Respiratory syncytial virus nonstructural protein 2 specifically inhibits type I interferon signal transduction

-Bovine respiratory syncytial virus (BRSV) belongs to the pneumovirus genus within the family Paramyxoviridae and is a major cause of respiratory disease in young calves. BRSV is enveloped and contains a negative sense, single-stranded RNA genome encoding 11 proteins. The virus replicates predominantly in ciliated respiratory epithelial cells but also in type II pneumocytes. It appears to cause little or no cytopathology in ciliated epithelial cell cultures in vitro, suggesting that much of the pathology is due to the host's response to virus infection.
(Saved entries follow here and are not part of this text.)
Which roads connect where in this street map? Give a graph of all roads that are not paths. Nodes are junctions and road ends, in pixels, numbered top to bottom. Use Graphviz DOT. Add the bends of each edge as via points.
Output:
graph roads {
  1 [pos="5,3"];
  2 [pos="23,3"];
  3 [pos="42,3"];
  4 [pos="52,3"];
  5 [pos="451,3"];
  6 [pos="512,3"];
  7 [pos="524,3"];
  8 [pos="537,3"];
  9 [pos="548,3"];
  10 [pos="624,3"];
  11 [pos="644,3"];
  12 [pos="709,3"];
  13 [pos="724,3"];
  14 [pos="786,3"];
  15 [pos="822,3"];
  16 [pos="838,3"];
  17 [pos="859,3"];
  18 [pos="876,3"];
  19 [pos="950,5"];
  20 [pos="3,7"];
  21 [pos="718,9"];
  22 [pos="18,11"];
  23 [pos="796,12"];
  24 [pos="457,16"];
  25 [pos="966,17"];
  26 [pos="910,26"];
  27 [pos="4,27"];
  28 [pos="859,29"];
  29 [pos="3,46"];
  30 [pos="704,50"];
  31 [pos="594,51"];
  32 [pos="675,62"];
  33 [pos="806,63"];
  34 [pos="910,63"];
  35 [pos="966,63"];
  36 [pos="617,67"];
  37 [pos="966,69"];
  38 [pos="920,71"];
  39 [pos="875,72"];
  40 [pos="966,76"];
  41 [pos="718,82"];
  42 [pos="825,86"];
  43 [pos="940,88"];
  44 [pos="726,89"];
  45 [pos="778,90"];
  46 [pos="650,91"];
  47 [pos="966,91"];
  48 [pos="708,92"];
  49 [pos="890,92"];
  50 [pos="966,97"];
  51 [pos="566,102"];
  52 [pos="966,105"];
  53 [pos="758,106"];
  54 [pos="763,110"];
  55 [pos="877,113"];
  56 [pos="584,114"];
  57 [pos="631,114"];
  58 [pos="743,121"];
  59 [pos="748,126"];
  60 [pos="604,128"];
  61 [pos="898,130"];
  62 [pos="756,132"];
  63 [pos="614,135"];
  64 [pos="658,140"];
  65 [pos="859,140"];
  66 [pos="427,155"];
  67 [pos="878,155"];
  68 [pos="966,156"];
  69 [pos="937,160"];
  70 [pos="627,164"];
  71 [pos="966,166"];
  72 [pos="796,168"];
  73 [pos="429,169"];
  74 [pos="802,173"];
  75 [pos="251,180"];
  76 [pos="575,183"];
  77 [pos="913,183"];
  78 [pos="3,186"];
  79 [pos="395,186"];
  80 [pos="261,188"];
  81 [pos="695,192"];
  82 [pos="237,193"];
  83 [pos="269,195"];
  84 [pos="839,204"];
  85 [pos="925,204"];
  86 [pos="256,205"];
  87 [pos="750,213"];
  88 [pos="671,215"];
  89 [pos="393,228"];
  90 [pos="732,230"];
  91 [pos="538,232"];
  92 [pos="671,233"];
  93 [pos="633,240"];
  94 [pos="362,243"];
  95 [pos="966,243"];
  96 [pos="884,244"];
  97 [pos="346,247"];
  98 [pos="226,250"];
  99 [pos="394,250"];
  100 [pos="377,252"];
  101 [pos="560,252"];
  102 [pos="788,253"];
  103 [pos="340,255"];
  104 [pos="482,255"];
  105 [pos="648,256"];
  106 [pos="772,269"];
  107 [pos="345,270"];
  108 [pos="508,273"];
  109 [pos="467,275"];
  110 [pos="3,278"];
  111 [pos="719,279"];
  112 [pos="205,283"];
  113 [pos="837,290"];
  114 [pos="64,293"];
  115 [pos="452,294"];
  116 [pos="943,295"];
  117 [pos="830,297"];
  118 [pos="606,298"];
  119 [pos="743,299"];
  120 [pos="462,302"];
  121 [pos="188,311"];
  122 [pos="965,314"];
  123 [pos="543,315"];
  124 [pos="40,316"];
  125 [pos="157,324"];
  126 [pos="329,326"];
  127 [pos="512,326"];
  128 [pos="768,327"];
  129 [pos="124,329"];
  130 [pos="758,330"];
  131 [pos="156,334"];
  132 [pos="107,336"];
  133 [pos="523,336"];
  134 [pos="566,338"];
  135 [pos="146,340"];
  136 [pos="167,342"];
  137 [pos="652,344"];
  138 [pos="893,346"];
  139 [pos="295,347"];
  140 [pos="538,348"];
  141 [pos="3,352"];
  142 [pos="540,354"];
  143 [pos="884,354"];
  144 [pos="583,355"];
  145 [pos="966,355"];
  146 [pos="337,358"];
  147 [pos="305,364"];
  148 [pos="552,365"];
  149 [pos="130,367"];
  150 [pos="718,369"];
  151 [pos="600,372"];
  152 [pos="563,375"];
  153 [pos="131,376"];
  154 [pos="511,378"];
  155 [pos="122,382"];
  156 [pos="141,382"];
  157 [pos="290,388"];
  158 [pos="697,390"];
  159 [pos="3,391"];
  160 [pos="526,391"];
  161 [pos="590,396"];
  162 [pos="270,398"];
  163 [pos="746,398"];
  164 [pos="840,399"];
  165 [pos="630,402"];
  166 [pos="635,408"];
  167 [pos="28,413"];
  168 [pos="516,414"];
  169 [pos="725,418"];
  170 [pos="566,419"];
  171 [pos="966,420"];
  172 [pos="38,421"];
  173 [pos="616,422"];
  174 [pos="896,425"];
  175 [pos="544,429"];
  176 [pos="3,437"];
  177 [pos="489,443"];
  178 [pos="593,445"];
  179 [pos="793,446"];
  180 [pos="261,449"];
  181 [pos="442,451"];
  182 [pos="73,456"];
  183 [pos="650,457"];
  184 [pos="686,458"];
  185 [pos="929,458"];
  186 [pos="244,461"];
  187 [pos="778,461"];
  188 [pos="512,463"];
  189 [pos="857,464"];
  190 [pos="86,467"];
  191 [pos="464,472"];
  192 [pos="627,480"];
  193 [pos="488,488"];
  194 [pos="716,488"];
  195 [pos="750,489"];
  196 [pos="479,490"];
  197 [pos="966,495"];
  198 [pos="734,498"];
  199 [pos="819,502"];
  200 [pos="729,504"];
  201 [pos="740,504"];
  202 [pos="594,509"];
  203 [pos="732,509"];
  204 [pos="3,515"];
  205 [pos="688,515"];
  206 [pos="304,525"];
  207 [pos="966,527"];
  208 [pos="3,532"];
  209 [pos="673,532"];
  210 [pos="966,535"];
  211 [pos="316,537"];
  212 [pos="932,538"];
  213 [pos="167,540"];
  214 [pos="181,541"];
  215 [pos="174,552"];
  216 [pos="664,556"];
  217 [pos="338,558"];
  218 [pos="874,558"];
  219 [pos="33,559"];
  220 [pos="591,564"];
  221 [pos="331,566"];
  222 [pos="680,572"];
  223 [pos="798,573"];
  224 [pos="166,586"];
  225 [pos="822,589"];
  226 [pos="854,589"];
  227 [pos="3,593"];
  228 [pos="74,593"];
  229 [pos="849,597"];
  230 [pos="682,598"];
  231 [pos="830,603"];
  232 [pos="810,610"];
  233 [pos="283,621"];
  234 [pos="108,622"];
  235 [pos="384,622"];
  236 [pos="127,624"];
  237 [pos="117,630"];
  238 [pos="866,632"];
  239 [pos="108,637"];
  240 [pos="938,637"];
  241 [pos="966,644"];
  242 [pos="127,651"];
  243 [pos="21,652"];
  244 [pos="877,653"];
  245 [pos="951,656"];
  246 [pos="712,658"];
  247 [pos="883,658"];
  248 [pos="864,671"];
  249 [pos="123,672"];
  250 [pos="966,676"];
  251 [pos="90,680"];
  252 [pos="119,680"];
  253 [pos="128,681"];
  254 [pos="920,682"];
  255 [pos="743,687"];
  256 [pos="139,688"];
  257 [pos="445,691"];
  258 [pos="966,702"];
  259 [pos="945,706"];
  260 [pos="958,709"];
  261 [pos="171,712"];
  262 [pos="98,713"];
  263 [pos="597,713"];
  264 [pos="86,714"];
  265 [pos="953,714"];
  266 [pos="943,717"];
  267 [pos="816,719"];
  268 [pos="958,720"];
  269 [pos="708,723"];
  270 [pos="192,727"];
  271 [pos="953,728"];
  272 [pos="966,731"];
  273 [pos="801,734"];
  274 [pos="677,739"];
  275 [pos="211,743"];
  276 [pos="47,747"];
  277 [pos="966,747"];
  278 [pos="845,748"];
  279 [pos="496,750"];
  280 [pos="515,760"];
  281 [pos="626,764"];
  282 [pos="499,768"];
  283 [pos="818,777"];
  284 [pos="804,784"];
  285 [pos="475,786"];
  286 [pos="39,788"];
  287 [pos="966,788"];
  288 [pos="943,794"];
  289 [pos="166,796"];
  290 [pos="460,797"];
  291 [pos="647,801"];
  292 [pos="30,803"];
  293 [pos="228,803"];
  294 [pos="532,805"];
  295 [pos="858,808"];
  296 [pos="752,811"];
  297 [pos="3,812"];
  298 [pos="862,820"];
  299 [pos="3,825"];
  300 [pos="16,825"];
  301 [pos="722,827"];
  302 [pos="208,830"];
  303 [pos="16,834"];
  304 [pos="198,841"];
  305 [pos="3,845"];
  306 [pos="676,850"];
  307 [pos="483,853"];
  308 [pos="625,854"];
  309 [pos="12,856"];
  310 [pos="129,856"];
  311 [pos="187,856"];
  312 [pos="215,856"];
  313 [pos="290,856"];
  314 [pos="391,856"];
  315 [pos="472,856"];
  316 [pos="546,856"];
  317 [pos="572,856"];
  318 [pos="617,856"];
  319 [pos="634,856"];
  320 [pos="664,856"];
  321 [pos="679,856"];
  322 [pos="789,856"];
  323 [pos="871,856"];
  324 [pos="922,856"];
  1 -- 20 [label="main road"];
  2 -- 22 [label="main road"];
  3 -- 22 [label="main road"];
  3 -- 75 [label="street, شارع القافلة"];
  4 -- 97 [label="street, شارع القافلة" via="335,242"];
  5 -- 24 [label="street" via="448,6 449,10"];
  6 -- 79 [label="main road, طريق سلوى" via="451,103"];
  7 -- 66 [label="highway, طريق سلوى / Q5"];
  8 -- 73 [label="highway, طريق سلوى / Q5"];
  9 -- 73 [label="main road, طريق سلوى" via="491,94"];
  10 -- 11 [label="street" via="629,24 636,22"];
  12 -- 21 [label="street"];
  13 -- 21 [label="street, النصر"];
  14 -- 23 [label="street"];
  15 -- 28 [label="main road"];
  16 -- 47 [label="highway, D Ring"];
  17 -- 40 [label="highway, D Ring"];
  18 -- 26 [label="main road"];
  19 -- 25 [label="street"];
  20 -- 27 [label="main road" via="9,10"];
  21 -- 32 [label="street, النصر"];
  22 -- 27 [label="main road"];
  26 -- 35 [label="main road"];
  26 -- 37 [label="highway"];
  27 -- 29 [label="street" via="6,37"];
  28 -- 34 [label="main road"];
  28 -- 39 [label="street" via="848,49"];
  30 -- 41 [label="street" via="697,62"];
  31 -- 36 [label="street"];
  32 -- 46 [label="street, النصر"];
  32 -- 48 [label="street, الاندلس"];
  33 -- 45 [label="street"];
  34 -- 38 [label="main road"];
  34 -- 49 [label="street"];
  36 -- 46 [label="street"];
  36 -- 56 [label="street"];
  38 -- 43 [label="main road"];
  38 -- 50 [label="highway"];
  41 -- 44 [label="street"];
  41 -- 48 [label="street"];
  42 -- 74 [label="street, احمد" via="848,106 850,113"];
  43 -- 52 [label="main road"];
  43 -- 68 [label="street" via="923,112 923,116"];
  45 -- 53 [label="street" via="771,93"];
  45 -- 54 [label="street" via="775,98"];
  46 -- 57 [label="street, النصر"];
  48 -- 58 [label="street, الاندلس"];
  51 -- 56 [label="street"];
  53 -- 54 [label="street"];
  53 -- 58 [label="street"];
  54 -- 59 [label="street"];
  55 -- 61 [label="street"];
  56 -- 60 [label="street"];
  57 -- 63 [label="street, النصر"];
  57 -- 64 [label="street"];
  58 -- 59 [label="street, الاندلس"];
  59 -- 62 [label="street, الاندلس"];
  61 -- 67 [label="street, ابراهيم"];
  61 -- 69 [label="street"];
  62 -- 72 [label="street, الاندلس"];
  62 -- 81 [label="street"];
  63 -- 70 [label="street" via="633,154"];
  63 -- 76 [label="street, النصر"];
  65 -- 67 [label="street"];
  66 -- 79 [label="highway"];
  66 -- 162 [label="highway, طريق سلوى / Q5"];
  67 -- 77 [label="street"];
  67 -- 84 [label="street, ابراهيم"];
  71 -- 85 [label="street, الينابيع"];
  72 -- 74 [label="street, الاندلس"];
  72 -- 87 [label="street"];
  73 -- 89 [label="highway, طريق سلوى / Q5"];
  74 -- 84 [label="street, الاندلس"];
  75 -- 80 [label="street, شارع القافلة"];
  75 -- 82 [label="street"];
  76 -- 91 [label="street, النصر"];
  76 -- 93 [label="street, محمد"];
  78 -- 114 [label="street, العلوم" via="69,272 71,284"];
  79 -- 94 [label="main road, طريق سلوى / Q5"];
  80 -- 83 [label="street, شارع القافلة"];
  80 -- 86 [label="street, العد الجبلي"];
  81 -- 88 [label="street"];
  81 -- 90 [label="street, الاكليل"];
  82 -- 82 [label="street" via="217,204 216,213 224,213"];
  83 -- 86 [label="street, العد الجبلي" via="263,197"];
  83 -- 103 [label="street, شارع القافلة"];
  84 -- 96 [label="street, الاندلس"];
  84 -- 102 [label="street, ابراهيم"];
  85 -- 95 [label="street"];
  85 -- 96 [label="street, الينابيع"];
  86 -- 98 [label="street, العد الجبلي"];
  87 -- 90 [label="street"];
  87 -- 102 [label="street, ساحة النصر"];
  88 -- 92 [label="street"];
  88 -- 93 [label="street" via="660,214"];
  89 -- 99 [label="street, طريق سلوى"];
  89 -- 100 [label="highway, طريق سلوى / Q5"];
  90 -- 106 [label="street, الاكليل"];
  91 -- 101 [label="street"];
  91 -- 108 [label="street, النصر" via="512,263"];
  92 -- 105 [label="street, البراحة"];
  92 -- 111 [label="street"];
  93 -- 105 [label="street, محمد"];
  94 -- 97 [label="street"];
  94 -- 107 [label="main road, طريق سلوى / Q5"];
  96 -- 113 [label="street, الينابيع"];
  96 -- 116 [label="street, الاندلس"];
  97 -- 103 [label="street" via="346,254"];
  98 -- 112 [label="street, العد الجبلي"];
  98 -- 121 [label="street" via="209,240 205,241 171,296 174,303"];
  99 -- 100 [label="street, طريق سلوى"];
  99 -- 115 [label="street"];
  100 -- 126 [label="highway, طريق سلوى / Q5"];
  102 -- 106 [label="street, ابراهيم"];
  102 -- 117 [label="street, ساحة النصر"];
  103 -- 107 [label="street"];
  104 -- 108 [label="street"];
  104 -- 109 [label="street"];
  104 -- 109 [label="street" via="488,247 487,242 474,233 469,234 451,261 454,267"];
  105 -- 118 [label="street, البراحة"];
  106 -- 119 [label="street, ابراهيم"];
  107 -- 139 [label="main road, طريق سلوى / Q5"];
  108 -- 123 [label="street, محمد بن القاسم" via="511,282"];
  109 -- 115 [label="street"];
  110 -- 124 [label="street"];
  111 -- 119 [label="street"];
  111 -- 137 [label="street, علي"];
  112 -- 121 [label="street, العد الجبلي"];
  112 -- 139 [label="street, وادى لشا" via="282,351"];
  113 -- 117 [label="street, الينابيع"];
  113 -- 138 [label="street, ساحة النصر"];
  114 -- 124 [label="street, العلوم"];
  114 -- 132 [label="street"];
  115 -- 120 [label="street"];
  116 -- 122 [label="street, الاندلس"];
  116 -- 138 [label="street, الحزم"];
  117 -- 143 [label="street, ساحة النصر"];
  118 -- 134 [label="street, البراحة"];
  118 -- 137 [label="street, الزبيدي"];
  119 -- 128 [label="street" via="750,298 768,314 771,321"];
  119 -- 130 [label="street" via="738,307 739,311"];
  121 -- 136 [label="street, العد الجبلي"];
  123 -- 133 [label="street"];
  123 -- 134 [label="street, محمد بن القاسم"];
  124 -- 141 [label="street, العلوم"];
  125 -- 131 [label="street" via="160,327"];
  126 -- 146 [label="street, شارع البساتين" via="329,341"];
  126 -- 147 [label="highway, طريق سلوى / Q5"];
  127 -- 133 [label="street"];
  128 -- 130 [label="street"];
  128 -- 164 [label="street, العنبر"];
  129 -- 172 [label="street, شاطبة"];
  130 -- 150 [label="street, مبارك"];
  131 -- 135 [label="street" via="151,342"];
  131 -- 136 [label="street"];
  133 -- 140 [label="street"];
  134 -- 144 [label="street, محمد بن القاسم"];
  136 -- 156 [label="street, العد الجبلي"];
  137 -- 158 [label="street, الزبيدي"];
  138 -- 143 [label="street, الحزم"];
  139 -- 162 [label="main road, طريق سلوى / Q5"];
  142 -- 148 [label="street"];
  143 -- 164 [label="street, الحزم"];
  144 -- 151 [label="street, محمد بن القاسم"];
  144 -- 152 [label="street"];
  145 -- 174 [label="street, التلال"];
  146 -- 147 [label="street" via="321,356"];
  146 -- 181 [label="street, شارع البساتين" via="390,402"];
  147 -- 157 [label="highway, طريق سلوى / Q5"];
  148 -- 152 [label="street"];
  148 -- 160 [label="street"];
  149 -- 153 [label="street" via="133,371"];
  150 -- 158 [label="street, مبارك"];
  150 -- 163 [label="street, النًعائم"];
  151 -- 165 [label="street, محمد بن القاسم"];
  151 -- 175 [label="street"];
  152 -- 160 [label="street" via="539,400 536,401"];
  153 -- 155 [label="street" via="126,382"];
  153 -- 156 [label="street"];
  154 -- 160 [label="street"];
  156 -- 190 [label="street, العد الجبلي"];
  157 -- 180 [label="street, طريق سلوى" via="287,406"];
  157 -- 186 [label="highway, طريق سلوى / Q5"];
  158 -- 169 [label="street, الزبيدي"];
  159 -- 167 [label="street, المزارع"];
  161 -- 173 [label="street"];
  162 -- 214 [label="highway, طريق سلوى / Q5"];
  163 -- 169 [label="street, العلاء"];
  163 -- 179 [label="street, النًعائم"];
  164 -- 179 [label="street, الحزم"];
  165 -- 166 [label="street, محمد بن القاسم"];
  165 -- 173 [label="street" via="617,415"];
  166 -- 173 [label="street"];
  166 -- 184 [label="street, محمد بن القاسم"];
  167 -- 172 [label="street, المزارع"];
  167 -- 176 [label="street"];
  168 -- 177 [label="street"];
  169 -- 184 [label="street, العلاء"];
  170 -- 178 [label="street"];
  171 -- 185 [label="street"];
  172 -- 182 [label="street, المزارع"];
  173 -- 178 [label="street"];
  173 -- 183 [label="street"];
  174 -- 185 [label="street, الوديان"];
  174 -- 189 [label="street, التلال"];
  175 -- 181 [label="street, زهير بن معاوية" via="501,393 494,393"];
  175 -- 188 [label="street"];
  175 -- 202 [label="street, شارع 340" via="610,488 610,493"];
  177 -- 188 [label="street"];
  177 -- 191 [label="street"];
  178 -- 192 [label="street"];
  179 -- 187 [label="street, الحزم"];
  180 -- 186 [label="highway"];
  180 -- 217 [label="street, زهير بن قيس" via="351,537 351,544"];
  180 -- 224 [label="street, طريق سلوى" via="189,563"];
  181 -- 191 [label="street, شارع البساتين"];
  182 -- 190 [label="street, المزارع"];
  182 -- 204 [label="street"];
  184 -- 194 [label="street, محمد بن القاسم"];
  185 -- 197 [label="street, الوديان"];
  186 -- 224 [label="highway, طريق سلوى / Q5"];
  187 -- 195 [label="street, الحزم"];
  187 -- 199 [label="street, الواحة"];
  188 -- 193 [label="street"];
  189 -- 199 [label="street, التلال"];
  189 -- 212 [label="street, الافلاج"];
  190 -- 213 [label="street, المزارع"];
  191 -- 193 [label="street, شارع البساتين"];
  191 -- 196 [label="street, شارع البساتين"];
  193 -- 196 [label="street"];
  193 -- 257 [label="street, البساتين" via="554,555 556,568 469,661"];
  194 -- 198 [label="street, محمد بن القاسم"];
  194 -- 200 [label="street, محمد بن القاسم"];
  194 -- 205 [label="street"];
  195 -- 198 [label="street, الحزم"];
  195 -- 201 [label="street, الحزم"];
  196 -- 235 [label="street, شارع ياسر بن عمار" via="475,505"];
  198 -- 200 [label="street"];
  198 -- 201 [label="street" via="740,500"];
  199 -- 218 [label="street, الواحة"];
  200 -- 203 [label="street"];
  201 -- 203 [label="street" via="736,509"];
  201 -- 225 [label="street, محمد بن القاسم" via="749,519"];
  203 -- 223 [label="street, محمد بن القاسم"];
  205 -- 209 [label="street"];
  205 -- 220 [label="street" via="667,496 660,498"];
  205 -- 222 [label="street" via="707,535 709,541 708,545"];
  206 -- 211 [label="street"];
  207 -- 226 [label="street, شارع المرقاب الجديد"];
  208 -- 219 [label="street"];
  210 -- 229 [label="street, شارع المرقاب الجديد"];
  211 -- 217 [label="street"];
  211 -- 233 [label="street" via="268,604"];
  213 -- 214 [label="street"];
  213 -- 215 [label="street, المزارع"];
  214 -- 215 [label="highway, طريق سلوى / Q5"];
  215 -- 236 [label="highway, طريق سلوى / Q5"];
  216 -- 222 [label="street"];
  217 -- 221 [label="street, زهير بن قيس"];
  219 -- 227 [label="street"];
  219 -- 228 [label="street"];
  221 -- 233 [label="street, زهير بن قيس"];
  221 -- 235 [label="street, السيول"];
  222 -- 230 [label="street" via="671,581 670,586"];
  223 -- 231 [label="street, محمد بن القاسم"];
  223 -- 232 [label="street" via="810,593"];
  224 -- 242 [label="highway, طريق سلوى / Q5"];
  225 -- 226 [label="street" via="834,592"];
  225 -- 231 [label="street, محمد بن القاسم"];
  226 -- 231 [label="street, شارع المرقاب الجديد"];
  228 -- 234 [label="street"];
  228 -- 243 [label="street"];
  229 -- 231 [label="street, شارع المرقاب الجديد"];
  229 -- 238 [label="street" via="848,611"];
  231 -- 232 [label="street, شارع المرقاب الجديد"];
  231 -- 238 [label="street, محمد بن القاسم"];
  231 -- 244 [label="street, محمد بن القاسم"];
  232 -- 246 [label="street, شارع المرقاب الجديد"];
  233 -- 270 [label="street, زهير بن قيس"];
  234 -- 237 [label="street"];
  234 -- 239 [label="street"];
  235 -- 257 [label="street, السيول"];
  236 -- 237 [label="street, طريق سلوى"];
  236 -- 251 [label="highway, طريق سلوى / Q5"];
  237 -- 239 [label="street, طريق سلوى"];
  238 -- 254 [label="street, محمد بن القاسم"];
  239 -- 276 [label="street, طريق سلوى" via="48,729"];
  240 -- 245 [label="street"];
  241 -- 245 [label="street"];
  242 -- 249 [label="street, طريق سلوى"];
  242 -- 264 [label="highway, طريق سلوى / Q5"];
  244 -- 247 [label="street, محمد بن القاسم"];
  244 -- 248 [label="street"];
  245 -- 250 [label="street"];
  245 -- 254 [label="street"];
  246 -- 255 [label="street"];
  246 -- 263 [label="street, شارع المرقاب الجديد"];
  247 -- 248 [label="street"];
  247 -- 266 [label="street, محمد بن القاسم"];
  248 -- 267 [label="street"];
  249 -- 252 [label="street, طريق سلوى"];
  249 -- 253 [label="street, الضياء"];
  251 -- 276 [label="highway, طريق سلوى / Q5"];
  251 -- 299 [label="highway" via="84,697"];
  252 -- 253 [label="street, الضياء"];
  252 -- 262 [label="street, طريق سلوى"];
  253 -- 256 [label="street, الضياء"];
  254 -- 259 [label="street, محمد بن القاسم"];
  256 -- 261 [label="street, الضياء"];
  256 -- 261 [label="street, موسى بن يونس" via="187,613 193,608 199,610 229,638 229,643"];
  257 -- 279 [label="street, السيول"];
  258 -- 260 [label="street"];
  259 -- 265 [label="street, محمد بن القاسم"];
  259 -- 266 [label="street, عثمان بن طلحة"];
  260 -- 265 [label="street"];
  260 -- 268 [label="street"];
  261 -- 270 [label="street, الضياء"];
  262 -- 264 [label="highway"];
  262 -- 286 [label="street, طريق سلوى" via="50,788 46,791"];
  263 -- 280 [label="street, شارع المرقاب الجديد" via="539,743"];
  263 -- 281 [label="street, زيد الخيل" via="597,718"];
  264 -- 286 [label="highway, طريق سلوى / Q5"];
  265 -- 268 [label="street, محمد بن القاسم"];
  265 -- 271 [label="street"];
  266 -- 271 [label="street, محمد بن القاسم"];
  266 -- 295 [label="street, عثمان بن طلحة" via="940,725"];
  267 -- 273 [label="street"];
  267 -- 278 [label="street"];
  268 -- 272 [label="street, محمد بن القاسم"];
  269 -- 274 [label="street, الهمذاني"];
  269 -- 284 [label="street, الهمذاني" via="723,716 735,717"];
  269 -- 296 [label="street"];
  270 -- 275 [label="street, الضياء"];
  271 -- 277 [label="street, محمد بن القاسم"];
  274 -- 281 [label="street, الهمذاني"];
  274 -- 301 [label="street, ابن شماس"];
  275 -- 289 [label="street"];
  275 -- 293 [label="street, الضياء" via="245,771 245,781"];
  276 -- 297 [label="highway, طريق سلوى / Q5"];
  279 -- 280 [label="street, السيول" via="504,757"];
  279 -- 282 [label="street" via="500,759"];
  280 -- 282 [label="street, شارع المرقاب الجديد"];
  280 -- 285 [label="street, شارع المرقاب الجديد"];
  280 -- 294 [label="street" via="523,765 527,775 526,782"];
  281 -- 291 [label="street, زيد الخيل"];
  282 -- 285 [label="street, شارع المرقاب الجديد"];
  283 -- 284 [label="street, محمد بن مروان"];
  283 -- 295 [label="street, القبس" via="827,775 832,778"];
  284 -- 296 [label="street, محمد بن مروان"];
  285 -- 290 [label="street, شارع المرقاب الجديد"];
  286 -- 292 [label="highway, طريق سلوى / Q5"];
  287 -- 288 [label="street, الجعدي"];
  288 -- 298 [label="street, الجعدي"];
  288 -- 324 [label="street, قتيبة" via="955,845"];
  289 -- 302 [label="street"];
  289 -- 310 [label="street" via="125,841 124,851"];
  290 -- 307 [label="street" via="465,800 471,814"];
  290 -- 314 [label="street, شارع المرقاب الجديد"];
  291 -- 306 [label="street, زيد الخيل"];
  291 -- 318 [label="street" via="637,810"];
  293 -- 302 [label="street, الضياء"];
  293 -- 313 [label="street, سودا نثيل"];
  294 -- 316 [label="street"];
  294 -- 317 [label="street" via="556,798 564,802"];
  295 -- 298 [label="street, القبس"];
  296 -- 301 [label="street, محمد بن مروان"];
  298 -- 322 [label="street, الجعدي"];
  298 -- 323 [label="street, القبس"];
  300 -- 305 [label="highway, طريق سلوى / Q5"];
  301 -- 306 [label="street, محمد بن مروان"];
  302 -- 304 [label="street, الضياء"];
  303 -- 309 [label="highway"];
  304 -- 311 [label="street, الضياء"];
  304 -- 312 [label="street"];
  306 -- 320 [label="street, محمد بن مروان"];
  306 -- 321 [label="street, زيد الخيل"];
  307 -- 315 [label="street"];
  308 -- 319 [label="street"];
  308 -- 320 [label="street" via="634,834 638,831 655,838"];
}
RSV infection induces an array of pro-inflammatory chemokines and cytokines that recruit neutrophils, macrophages and lymphocytes to the respiratory tract resulting in respiratory disease. Although the mechanisms responsible for induction of these chemokines and cytokines are unclear, studies on the closely related human (H)RSV suggest that activation of NF-κB via TLR4 and TLR3 signalling pathways is involved. An understanding of the mechanisms by which BRSV is able to establish infection and induce an inflammatory response has been facilitated by advances in reverse genetics, which have enabled manipulation of the virus genome. These studies have demonstrated an important role for the non-structural proteins in anti-interferon activity, a role for a virokinin, released during proteolytic cleavage of the fusion protein, in the inflammatory response and a role for the SH and the secreted form of the G protein in establishing pulmonary infection. Knowledge gained from these studies has also provided the opportunity to develop safe, stable, live attenuated virus vaccine candidates.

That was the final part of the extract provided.